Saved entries

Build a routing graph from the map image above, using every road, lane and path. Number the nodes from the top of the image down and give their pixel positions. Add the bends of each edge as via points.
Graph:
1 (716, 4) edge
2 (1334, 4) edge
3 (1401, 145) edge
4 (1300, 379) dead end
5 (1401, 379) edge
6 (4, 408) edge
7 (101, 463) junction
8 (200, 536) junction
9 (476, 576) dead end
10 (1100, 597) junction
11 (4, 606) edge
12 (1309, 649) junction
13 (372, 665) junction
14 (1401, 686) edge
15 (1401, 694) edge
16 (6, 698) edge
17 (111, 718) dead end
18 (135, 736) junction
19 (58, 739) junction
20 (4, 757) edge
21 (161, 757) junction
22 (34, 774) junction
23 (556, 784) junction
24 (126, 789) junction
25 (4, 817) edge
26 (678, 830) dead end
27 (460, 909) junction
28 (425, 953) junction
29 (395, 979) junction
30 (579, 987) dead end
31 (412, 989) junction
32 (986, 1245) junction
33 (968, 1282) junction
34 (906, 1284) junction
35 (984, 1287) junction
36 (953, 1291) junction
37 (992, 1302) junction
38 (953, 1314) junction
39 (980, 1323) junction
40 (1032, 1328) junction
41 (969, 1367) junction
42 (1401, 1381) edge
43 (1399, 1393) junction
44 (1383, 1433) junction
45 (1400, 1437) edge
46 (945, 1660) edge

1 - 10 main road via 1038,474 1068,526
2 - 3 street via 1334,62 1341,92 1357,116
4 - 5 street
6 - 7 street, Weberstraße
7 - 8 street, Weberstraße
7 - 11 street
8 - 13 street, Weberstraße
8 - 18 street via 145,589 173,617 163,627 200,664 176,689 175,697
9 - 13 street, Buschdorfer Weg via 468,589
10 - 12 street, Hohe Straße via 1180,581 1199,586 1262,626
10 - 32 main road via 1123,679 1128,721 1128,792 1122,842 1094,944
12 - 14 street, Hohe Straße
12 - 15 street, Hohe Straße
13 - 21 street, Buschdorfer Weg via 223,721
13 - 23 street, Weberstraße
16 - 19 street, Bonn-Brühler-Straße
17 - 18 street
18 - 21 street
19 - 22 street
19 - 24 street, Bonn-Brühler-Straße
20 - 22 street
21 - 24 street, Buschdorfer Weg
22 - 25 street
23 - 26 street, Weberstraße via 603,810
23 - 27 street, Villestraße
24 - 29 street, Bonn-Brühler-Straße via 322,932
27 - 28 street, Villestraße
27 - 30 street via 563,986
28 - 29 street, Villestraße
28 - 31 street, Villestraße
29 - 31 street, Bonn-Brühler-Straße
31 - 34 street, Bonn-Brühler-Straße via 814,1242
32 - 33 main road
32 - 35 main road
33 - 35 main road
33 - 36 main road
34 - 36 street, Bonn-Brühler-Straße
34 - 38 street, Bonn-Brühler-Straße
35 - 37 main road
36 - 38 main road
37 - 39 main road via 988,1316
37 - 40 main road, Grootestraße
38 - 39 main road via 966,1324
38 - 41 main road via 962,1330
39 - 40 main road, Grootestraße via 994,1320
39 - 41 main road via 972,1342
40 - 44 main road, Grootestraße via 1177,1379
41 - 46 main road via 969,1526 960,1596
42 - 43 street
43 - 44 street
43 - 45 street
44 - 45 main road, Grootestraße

The task: In the lines above, find the word "Weberstraße" and copy every line it occurs in.

Response:
6 - 7 street, Weberstraße
7 - 8 street, Weberstraße
8 - 13 street, Weberstraße
13 - 23 street, Weberstraße
23 - 26 street, Weberstraße via 603,810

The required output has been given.